Ian McMillan: Why great writing hides much hard graft

Ian McMillan
Ian McMillan
0
Have your say

Every so often somebody will come to a writing workshop of mine and gush enthusiastically about an idea they’ve had that will make them rich. ‘It’s a story for children’ they’ll say, their eyes sparkling with joy and the prospect of lining their luxury yachts up in their private marina, ‘and I’ve read it to my grandchildren and they love it’ and at this point I hope you’ll forgive my eyes for glazing over.

My less-than-enthusiastic face won’t put them off. ‘It’s about a postman doing his rounds in a little village and he’s called Bill so the series of books will be called Postman Bill’ they say, or they’ll grab me by the arm and almost shout ‘It’s a great idea about a boy with magic powers and the school he goes to and he’s called Barry Trotter and the school he goes to is called Pigwarts.’ Yes, I’m exaggerating, but only a little bit. When you point out to them that there are already characters called Postman Pat and Harry Potter they always say that of course they know that but theirs are so very different. The postman’s cat will be a ginger one called Keith, and the girl in the Barry Trotter tale will be called Penelope.

The killer phrase in the pitch is ‘I’ve read it to my grandchildren and they love it’. Yes. That’s because they’re your grandchildren. I don’t want to be harsh here, and I really don’t want to tread on anybody’s dreams or sink their yacht but maybe (and I know this because I’ve got grandchildren and they like the tales I tell them) grandchildren aren’t the best literary critics in the world.

You can’t put people off, of course, and maybe I shouldn’t try. I’m always happy when people sit down and write because just like playing the piano makes you a better listener, writing makes you a better reader, and of course there’s always the chance that the book about the fighter pilot called Boggles or the adventurous children called The Famous Six might make it big. As people never tire of pointing out to me, JK Rowling was so poor that she had to sit and write in a café in Edinburgh because that was cheaper than heating her home, and look where she is now.

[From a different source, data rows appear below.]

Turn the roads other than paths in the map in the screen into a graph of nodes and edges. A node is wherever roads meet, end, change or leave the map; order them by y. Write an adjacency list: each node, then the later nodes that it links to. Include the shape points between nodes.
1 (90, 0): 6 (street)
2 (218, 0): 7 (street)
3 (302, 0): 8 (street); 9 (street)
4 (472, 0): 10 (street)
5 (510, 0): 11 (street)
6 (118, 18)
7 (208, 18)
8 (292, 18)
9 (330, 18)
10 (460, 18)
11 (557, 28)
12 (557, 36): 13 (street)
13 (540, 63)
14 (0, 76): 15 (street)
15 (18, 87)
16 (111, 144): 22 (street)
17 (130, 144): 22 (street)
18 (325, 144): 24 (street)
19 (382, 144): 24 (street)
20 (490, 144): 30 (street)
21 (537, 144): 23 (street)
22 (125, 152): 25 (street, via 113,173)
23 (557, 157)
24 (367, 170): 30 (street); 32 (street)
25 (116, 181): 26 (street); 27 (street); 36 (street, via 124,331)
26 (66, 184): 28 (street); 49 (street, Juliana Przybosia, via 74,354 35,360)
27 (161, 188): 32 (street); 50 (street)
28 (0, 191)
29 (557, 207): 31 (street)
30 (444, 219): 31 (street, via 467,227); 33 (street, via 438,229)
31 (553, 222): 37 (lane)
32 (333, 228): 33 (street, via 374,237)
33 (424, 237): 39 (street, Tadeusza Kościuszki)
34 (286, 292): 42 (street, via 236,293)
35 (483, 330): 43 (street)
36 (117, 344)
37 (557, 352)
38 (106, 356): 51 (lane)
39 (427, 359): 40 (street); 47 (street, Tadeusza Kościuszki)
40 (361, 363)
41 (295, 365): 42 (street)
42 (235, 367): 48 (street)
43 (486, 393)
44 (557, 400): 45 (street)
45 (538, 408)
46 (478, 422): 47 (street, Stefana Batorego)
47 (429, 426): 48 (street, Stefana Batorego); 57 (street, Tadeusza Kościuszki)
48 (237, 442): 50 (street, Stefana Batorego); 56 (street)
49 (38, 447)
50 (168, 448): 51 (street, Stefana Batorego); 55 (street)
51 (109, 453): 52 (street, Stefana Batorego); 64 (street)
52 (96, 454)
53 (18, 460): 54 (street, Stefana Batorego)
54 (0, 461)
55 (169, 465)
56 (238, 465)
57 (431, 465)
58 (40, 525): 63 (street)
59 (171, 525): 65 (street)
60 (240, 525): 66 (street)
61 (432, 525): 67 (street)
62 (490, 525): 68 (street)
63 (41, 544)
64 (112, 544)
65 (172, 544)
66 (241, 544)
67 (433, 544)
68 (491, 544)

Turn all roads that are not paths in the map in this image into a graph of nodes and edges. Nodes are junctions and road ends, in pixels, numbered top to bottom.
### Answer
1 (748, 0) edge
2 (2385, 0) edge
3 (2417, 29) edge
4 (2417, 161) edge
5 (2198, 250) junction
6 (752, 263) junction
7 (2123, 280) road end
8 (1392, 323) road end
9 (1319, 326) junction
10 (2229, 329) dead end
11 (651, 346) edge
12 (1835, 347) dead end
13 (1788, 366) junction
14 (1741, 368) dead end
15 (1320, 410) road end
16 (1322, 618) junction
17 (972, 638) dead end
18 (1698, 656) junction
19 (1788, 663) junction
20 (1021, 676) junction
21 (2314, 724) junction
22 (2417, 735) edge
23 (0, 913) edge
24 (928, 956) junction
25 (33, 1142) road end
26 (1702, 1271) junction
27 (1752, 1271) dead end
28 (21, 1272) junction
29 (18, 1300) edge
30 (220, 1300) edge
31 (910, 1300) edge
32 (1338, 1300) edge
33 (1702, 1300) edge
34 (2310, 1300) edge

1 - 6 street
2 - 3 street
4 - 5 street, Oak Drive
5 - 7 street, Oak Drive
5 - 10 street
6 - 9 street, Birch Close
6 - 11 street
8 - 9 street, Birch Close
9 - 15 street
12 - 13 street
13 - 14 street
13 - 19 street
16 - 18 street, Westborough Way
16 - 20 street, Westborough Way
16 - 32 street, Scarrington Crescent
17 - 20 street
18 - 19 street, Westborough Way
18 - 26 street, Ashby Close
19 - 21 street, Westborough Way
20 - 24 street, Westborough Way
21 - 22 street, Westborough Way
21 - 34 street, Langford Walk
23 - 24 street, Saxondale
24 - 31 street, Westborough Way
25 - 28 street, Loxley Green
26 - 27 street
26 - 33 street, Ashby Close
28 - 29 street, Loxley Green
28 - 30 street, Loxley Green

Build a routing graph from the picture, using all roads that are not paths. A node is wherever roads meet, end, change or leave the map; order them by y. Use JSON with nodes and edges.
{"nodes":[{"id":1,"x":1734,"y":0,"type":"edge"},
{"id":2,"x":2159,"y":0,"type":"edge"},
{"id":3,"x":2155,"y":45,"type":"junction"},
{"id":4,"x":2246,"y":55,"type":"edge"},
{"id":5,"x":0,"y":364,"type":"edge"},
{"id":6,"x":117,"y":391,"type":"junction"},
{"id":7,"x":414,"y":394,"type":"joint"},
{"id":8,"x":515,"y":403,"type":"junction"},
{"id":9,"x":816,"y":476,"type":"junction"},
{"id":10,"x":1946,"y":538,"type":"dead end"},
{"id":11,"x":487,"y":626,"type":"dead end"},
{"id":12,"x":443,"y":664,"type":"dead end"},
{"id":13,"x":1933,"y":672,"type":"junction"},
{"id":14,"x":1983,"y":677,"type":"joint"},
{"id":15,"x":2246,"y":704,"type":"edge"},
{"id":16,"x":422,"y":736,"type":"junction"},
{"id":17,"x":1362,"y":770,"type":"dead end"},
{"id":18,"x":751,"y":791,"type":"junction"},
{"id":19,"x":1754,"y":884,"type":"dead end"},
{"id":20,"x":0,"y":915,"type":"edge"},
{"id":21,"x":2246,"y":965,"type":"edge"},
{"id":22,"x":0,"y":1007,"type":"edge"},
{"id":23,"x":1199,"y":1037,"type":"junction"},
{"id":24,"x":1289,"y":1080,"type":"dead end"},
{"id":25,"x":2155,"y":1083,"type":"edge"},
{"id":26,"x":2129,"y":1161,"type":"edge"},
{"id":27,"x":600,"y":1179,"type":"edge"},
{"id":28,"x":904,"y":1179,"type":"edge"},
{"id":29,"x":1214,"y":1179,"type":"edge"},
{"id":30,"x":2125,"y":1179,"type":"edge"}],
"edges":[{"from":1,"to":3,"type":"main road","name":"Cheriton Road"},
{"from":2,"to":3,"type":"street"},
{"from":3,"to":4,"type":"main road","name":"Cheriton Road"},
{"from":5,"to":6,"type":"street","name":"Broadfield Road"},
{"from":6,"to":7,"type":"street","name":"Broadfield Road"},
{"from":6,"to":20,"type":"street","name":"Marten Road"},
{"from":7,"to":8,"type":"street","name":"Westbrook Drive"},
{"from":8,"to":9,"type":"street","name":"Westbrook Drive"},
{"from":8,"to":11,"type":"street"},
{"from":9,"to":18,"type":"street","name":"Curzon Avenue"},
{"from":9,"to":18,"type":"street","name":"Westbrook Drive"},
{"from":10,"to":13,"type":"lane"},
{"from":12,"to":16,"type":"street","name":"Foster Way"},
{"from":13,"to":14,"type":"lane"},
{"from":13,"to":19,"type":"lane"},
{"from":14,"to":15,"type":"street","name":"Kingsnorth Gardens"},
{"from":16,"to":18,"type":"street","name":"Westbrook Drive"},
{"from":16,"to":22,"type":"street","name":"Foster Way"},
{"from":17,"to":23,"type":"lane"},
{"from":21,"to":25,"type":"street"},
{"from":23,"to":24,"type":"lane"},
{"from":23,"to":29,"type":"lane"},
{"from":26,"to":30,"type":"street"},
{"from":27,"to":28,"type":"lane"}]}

Ok, that’s fine, I can see all that. All I’m saying is, as far as writing for children goes, just because there are fewer words that doesn’t make it easier. I had a meeting with a publisher a couple of years ago in a rooftop café in That London and the Southern breeze almost blew my flat cap off and we talked about me writing a very simple book for very small children and I went home fired up and sent off words of pure literary gold and the editor wrote back asking for rewrites and I sent them off and she asked for more rewrites and, well, that’s where we are; I’m still refining the simplicity, enhancing the rhythm.

Still, I’m sure the grandchildren will love it. They’d better!